→ **Your assignment**
Search the records below for the string "bottom", and report each line that contains it.
Segment Start: Provided information
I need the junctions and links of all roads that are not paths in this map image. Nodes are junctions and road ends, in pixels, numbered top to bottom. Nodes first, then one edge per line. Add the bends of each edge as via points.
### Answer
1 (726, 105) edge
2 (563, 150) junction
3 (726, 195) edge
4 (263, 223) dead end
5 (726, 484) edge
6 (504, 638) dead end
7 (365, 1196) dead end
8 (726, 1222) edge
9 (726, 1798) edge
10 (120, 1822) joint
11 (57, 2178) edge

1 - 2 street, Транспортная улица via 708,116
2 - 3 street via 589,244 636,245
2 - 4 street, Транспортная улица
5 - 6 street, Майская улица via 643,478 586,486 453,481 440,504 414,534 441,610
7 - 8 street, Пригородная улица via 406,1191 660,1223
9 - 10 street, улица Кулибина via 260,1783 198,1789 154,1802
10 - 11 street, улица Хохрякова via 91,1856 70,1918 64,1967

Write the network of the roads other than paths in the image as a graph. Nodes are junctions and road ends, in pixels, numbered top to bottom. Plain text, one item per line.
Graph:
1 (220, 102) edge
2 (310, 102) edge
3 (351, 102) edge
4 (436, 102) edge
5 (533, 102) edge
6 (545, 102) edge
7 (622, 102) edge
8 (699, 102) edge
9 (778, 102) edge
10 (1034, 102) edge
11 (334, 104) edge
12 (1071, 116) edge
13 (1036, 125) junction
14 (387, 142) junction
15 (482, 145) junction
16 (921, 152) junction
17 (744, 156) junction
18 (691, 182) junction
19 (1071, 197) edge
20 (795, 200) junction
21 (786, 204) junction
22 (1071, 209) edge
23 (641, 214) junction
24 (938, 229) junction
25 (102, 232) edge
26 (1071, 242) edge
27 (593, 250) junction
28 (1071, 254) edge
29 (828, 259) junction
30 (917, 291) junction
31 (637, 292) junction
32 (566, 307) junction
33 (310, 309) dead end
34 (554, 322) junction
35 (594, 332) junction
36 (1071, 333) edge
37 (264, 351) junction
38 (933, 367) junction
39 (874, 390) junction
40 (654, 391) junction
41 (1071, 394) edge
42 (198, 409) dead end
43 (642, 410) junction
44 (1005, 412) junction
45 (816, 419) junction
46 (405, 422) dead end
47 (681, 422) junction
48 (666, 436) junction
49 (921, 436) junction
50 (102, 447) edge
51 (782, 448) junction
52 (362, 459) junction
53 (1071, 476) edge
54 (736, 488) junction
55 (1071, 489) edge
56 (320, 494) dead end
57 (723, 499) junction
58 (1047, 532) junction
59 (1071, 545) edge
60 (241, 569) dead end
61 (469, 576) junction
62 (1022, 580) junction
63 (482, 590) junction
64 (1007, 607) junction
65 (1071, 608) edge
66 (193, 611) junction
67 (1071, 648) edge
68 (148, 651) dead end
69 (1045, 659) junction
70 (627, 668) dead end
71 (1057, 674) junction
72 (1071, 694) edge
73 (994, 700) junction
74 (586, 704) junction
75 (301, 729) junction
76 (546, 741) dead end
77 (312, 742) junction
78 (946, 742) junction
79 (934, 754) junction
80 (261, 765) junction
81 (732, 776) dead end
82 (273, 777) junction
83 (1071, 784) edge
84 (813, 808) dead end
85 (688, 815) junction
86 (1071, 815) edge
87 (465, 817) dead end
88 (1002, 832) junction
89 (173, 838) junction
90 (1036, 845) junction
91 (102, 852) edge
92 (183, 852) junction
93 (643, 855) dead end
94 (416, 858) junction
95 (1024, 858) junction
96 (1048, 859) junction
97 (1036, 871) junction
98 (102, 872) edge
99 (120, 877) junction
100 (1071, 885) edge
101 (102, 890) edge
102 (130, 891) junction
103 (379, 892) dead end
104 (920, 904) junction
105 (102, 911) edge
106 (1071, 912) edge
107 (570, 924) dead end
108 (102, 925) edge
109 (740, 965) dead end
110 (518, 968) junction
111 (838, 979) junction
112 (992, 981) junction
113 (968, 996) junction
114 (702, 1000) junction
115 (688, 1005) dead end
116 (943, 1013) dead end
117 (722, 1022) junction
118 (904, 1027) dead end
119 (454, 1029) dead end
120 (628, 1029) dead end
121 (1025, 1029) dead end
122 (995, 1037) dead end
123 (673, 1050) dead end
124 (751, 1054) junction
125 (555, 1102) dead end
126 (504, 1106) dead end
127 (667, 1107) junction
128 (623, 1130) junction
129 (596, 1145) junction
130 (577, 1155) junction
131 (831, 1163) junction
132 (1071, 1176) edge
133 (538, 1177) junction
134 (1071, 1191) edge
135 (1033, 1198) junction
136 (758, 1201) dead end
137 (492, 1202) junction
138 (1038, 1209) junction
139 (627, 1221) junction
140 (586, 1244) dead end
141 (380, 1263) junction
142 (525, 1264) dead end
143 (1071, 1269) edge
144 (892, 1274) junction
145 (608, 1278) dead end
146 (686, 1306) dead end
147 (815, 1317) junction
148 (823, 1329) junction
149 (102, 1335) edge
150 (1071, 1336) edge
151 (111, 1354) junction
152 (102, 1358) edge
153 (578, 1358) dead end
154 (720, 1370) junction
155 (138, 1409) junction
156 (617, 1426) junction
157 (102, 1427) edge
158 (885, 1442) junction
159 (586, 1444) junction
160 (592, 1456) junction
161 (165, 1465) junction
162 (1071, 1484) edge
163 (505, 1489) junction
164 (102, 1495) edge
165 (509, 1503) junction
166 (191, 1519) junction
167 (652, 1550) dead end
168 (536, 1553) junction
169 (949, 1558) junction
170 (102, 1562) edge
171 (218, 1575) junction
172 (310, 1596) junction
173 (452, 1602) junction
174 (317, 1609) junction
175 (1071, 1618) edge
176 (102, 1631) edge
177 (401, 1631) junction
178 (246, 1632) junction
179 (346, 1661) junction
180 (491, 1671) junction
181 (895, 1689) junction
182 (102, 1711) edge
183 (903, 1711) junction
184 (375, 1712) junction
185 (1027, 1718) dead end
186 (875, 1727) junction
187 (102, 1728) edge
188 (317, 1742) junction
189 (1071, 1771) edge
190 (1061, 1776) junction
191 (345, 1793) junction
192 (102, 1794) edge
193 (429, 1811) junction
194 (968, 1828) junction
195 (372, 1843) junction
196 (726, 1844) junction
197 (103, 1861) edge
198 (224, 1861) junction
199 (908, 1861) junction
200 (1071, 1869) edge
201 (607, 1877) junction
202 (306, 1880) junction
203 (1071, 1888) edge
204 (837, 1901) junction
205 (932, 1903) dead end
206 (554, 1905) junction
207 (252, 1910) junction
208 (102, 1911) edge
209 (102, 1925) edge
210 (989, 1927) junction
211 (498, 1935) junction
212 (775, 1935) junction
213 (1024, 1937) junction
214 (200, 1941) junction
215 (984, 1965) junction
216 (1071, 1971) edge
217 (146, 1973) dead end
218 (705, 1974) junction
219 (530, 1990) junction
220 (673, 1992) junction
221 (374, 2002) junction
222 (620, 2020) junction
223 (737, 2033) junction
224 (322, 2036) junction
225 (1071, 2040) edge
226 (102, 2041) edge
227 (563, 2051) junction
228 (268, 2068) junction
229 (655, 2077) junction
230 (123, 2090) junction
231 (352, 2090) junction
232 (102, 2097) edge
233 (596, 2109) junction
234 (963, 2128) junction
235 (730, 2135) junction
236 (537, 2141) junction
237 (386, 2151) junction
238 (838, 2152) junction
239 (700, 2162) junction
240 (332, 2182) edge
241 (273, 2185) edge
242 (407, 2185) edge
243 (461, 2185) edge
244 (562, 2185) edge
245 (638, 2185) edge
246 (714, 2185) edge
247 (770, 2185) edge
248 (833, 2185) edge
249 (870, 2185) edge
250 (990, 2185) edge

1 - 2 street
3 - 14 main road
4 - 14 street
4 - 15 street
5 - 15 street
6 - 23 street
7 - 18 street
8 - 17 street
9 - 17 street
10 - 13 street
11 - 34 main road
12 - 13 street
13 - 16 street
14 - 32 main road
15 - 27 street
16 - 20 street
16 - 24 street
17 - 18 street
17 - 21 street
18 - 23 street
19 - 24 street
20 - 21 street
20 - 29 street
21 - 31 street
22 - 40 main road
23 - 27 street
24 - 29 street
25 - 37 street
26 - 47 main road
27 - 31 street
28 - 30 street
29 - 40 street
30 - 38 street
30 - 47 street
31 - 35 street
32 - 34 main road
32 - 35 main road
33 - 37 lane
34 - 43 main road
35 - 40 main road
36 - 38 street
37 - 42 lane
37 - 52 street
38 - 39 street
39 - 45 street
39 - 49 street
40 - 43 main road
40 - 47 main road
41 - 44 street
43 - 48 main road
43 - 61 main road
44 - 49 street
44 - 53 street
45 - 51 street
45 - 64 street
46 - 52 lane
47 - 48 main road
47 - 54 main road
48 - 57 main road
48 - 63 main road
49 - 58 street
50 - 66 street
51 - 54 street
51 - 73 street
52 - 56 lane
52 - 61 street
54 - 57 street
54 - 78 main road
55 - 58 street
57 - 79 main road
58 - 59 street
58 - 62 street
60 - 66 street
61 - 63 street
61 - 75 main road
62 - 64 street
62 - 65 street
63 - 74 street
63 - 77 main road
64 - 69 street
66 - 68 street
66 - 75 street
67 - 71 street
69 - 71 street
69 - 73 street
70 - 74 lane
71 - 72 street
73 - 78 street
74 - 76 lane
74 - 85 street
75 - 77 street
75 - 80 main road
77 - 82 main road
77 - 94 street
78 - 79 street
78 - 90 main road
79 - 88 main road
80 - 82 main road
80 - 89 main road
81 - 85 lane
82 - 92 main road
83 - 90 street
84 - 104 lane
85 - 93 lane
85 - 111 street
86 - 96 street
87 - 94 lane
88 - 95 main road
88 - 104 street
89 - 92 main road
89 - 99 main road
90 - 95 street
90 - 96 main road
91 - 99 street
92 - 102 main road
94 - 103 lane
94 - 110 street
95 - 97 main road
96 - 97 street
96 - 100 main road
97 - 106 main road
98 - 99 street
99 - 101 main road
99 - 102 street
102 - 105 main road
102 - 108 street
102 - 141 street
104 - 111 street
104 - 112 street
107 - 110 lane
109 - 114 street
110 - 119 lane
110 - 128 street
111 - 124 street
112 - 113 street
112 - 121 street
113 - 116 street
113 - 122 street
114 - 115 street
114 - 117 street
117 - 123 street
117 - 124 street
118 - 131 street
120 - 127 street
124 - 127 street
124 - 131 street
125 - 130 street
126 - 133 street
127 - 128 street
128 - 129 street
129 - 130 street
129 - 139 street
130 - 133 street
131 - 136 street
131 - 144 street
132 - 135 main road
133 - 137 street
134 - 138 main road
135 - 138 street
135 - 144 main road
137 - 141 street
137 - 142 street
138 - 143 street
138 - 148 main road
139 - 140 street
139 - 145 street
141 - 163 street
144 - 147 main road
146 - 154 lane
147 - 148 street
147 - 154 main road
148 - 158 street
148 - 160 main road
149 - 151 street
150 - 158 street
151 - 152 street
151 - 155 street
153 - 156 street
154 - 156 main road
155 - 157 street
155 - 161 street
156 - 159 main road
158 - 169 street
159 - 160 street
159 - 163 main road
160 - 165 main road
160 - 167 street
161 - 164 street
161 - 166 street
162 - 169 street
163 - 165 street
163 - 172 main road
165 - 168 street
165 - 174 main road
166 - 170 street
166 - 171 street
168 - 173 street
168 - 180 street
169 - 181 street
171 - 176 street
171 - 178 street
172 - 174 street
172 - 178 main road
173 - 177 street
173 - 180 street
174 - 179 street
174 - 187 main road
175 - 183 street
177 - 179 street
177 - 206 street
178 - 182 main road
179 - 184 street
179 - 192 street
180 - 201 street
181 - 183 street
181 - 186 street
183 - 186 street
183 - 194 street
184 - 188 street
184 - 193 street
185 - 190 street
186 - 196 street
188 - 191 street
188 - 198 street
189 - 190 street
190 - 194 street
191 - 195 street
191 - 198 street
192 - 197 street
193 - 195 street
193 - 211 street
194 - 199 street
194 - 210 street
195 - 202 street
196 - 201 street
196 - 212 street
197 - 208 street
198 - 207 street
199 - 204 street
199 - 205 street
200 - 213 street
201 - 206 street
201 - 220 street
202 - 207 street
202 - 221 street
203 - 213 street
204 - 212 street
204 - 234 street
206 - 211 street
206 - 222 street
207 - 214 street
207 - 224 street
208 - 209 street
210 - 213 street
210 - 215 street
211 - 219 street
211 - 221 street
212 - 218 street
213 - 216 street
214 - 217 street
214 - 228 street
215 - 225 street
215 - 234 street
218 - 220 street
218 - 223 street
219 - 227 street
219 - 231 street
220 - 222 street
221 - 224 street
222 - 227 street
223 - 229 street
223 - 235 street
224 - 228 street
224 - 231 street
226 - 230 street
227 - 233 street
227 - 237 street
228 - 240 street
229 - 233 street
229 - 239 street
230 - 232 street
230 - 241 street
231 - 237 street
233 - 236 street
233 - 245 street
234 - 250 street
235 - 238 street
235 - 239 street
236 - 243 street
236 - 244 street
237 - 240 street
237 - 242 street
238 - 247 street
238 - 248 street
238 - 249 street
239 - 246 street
Segment End: Provided information
→ **Your response**
I need the junctions and links of all roads that are not paths in this map image. Nodes are junctions and road ends, in pixels, numbered top to bottom. Nodes first, then one edge per line. Add the bends of each edge as via points.
Write the network of the roads other than paths in the image as a graph. Nodes are junctions and road ends, in pixels, numbered top to bottom. Plain text, one item per line.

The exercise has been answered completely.